Care Transitions + Clinical Communication – Key to the Readmissions Equation

By Leigh Ann Myers  /  21 Oct 2013

I spend a lot of time discussing the need to fix broken clinical communication processes in hospitals. That’s partially because I’ve experienced these issues personally, but also because I’ve spent much of my career trying to address them. The clinical communications problem that challenges the industry now extends beyond the four walls of the hospital, and this has serious implications when it comes to reducing readmissions to avoid costly CMS penalties.

Today, when patients leave the hospital, their care is transitioned to a range of different folks – from care coordinators to home heath managers to primary care physicians to nursing homes. Each of those entities likely prefers to be contacted in a range of different ways, at different times and with different types of information. If that system or process is flawed or cumbersome, the result is that the necessary information doesn’t reach the right outpatient coordinator – whoever it is – and the patient is at risk of missing follow-ups, skipping a medication or experiencing delays in the care they’re provided.

For example, say an outpatient care coordinator is following a chronically ill patient.

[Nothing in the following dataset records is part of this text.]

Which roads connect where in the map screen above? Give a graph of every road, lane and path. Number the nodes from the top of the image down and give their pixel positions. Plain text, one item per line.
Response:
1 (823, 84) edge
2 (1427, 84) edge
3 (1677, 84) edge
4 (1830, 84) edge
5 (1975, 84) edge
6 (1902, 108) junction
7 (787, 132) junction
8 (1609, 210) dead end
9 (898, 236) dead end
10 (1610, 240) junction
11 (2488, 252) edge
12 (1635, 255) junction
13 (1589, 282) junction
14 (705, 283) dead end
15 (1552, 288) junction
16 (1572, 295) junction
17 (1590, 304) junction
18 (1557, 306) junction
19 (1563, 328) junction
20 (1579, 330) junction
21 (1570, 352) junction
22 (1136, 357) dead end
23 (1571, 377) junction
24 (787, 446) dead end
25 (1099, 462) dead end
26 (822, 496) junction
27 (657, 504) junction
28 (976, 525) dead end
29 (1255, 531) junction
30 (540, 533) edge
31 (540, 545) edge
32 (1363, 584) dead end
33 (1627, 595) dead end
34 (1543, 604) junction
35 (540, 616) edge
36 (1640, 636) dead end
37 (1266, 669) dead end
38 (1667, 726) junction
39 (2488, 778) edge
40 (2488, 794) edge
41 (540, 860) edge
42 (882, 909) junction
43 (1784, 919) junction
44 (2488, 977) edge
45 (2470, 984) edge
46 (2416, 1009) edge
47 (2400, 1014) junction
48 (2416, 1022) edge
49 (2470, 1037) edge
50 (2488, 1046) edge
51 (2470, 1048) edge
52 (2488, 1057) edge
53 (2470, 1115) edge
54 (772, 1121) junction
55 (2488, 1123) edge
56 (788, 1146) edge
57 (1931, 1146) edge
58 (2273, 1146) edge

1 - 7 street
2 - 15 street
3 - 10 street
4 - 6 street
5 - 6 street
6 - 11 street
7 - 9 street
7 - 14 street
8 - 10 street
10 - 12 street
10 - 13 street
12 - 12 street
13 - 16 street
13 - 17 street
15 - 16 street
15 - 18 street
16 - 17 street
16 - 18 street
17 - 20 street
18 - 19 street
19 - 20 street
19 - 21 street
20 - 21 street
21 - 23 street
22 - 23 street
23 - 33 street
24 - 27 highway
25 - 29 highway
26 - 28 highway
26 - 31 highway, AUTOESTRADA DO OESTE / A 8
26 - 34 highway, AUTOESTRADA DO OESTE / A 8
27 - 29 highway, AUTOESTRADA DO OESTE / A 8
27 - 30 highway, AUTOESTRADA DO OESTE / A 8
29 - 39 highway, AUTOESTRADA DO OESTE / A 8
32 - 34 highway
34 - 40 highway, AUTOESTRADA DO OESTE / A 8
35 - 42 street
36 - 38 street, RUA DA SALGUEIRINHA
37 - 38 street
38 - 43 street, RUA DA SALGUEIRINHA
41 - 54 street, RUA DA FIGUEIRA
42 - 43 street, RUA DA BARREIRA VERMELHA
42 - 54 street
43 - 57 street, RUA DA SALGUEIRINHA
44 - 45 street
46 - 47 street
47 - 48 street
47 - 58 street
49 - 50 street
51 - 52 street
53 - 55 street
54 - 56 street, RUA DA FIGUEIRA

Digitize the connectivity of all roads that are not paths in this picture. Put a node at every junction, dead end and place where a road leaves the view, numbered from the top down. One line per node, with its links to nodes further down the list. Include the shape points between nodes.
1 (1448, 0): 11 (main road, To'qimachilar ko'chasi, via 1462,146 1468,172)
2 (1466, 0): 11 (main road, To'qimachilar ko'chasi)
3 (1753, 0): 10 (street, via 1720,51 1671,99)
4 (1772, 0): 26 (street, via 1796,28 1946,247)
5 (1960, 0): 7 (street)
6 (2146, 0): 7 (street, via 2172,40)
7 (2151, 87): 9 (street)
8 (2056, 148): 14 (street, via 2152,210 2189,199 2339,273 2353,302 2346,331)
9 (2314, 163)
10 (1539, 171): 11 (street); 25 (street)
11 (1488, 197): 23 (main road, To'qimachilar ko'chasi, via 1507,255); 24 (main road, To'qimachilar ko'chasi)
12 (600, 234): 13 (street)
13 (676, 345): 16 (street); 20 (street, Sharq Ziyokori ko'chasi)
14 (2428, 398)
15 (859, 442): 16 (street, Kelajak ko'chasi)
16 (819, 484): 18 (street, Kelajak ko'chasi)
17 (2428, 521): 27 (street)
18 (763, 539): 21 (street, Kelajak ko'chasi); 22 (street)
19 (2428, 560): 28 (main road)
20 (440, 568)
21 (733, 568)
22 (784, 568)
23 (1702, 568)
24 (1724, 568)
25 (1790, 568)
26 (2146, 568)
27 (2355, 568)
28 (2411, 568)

  • Step 1: The patient arrives in the ED and is admitted to the hospital. Is that outpatient care coordinator notified? Is the PCP? And how? Is there a way to confirm that message was received?
  • Step 2: The patient is admitted to the hospital. Is the outpatient care coordinator notified at this point? The PCP? How do they know or find out what happened to their patient while they were in the hospital?
  • Step 3: The patient is discharged, and told to follow up with primary care in 48 hours. Does the care coordinator or PCP know this? If the patient forgets to schedule an appointment, who is responsible for follow up with them? If they do schedule an appointment, does the PCP or care coordinator know what medication they were sent home on, or what the results of lab work were?  Is it easy for them to obtain this information, or will it cause a delay in patient care?

These questions get to the root of the problem – it isn’t about technology, it is about process. Effective communication processes are complex to determine and implement, but they are key to balancing the readmissions equation. I know I want my family members’ care team (inpatient and outpatient) talking to each other, helping them remain healthy and out of the hospital.